--- Data provided Enclosed Below ---

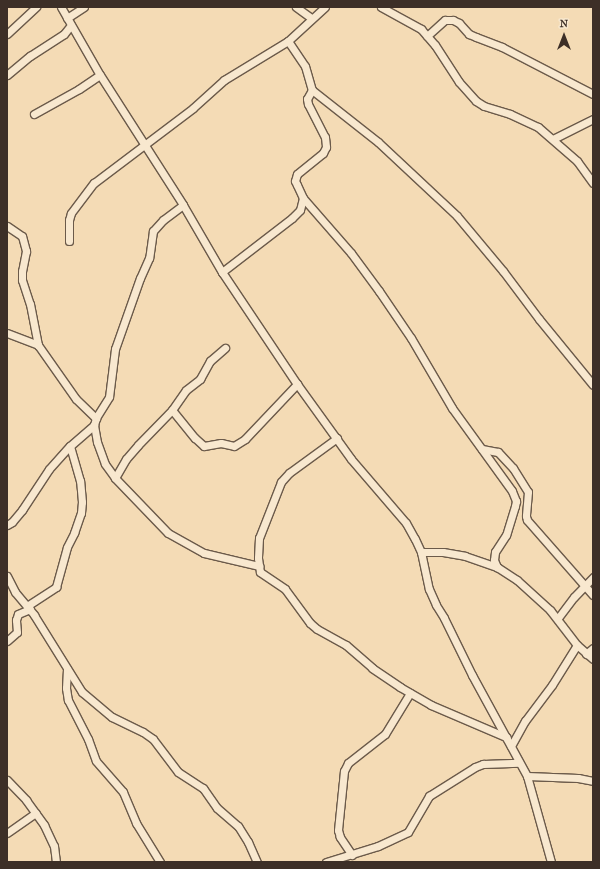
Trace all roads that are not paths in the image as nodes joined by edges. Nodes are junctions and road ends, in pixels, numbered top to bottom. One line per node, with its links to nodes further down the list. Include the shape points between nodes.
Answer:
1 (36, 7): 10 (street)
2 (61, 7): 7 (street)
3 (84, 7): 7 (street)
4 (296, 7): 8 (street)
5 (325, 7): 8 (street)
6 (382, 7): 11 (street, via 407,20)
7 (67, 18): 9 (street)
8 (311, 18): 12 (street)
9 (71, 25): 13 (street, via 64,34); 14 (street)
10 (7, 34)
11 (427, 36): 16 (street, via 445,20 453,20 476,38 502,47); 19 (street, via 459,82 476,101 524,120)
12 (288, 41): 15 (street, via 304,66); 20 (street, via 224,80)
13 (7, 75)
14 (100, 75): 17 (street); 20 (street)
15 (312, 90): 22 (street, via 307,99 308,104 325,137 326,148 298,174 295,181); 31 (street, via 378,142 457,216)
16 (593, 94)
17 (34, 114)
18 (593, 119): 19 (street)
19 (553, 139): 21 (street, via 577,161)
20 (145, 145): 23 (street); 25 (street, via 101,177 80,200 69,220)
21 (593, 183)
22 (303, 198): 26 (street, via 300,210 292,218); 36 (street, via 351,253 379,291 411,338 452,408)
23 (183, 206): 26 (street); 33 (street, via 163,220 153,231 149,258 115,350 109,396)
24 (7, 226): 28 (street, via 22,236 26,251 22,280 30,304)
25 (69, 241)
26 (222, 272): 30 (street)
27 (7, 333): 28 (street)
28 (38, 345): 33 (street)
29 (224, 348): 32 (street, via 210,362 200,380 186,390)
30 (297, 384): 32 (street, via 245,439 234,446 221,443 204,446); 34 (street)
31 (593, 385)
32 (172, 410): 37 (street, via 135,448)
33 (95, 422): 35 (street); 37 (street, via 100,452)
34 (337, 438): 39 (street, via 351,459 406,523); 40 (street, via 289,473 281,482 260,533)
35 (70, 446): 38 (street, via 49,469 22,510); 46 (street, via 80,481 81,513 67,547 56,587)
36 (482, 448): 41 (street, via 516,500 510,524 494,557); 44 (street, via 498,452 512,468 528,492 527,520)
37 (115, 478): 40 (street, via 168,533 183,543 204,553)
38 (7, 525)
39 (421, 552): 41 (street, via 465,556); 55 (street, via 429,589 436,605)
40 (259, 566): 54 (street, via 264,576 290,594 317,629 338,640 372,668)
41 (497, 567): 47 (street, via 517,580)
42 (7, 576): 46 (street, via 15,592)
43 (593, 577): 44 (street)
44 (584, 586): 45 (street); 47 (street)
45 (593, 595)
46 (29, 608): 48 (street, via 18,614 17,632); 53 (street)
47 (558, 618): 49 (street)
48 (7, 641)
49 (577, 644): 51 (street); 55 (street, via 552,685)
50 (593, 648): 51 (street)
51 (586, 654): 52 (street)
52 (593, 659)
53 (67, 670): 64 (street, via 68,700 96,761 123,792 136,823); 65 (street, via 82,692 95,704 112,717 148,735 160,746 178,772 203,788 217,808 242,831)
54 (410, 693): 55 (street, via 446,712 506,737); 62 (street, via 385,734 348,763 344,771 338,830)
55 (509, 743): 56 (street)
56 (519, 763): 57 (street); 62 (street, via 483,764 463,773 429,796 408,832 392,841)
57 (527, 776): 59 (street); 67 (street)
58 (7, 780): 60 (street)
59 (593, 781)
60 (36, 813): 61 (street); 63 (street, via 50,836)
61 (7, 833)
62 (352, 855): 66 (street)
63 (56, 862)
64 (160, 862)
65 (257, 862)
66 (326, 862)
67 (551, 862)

--- End of Enclosed Data provided ---
--- Data provided Enclosed Below ---

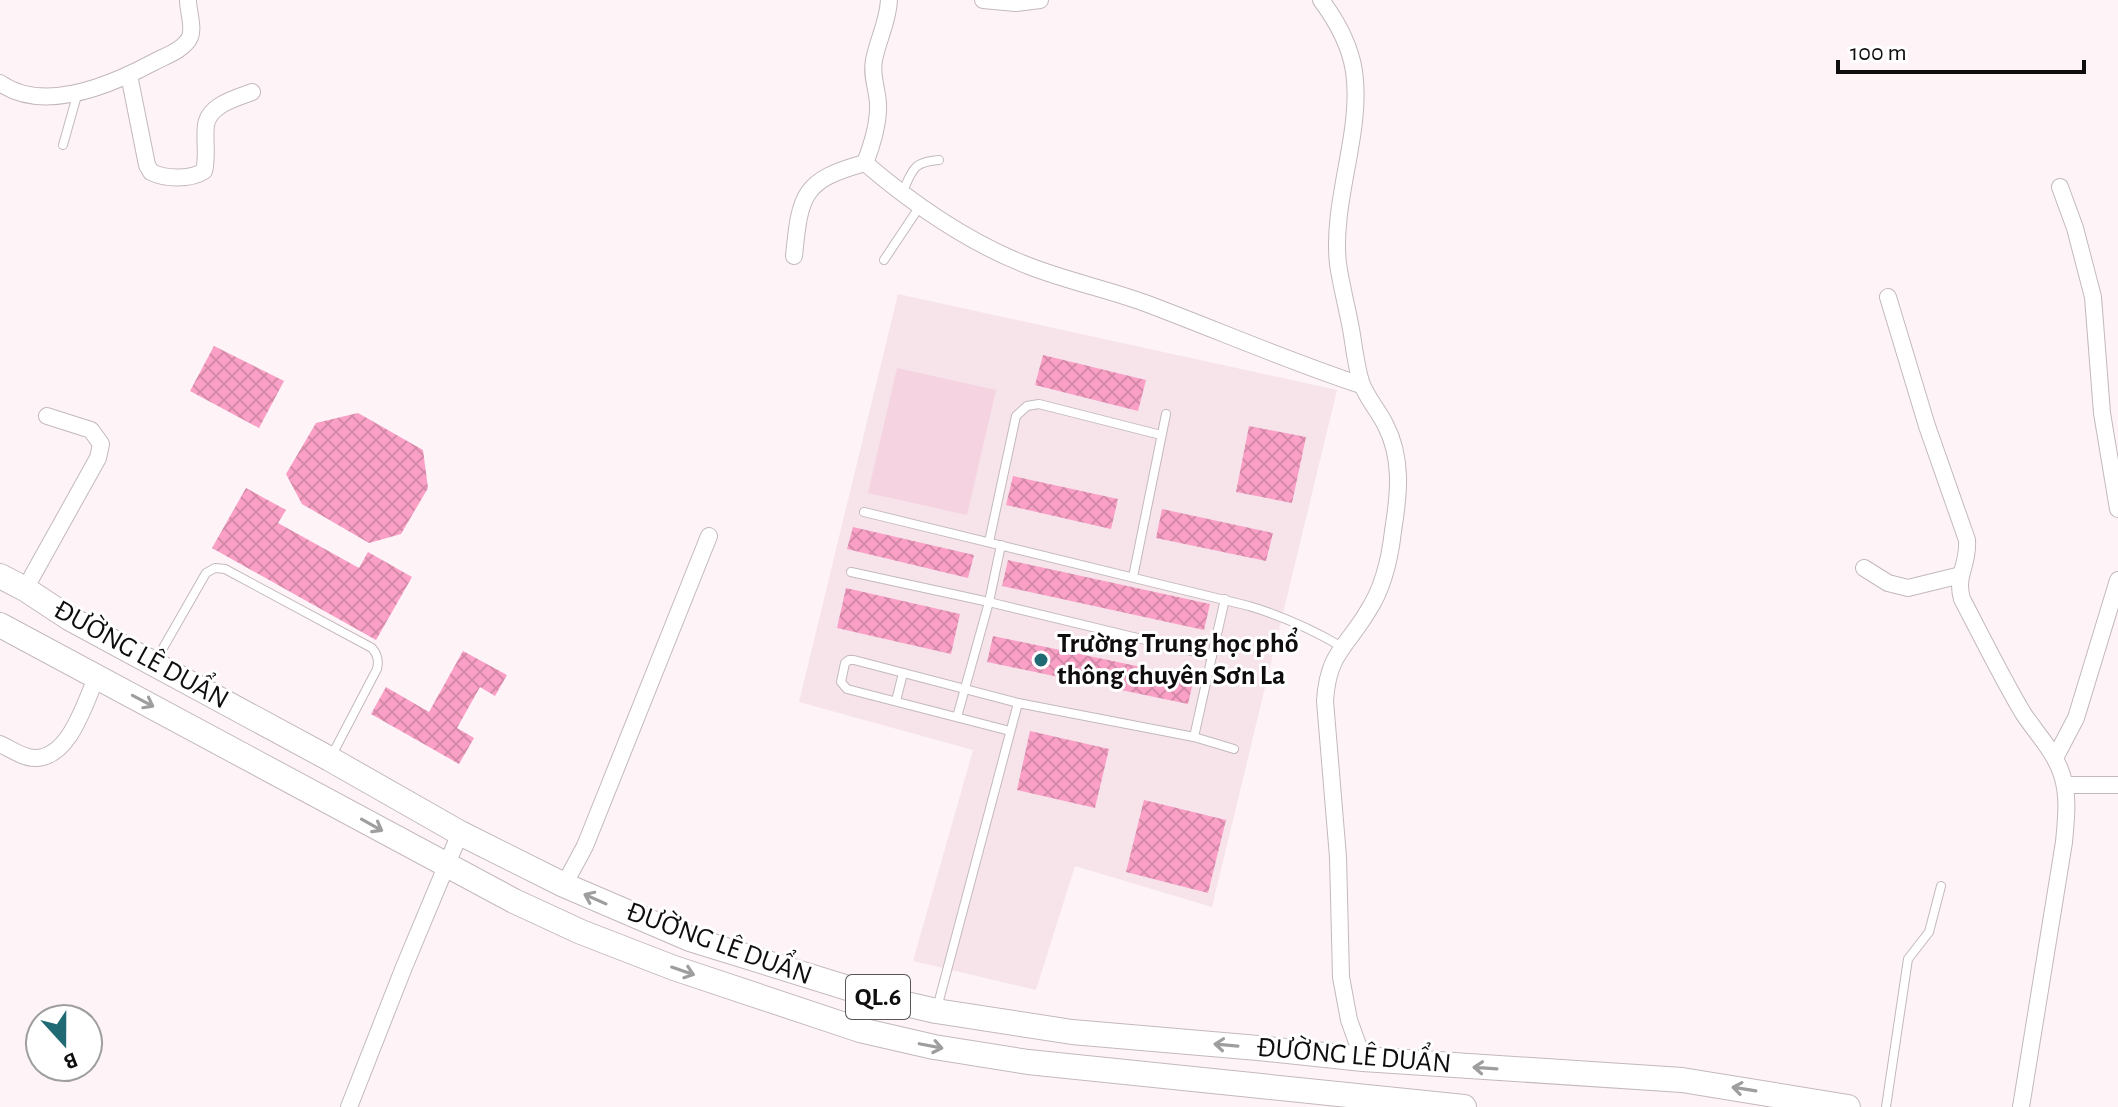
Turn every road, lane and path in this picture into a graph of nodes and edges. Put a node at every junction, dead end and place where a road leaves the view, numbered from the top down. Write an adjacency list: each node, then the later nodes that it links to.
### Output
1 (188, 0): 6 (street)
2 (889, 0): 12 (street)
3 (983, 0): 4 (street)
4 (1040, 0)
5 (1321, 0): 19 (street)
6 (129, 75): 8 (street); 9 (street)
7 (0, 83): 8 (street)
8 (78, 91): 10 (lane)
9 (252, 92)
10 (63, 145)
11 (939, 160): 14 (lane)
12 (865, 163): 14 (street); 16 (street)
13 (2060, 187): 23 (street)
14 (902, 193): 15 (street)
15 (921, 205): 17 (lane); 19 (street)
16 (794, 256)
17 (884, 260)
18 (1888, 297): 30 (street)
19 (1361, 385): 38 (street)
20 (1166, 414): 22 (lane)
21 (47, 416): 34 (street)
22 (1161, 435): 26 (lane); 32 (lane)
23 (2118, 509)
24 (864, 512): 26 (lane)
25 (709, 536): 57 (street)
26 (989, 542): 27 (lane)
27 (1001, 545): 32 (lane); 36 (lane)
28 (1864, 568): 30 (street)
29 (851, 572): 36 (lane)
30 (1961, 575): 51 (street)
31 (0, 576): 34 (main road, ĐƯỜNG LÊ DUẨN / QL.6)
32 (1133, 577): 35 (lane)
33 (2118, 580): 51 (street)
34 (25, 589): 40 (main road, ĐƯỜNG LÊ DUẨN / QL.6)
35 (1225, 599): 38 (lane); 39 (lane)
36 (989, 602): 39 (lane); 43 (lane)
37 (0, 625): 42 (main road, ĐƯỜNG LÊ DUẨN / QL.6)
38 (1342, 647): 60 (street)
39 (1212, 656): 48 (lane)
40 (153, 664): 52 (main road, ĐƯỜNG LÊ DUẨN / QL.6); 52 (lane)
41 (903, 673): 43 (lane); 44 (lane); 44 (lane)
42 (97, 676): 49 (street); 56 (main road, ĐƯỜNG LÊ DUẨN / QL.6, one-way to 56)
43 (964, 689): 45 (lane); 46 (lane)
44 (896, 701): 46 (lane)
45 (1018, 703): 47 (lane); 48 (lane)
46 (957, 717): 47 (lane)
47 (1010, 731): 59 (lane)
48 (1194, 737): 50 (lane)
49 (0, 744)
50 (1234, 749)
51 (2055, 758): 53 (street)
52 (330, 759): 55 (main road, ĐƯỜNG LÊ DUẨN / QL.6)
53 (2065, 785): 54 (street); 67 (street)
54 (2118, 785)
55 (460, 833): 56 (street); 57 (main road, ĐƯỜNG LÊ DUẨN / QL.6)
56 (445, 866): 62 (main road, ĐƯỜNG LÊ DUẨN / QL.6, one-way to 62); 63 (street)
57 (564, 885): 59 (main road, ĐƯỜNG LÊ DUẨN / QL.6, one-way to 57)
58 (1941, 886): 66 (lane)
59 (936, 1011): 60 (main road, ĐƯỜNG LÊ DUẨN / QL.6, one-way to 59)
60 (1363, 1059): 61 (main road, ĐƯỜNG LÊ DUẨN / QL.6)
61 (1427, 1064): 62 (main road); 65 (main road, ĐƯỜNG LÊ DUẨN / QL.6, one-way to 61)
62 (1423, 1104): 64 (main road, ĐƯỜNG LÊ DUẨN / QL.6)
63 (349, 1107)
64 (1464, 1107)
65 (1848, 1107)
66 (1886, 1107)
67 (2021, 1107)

--- End of Enclosed Data provided ---

Required action >>
Working from the listing above, pick out every line that has "nodes" and copy it.

Answer box >>
Trace all roads that are not paths in the image as nodes joined by edges. Nodes are junctions and road ends, in pixels, numbered top to bottom. One line per node, with its links to nodes further down the list. Include the shape points between nodes.
Turn every road, lane and path in this picture into a graph of nodes and edges. Put a node at every junction, dead end and place where a road leaves the view, numbered from the top down. Write an adjacency list: each node, then the later nodes that it links to.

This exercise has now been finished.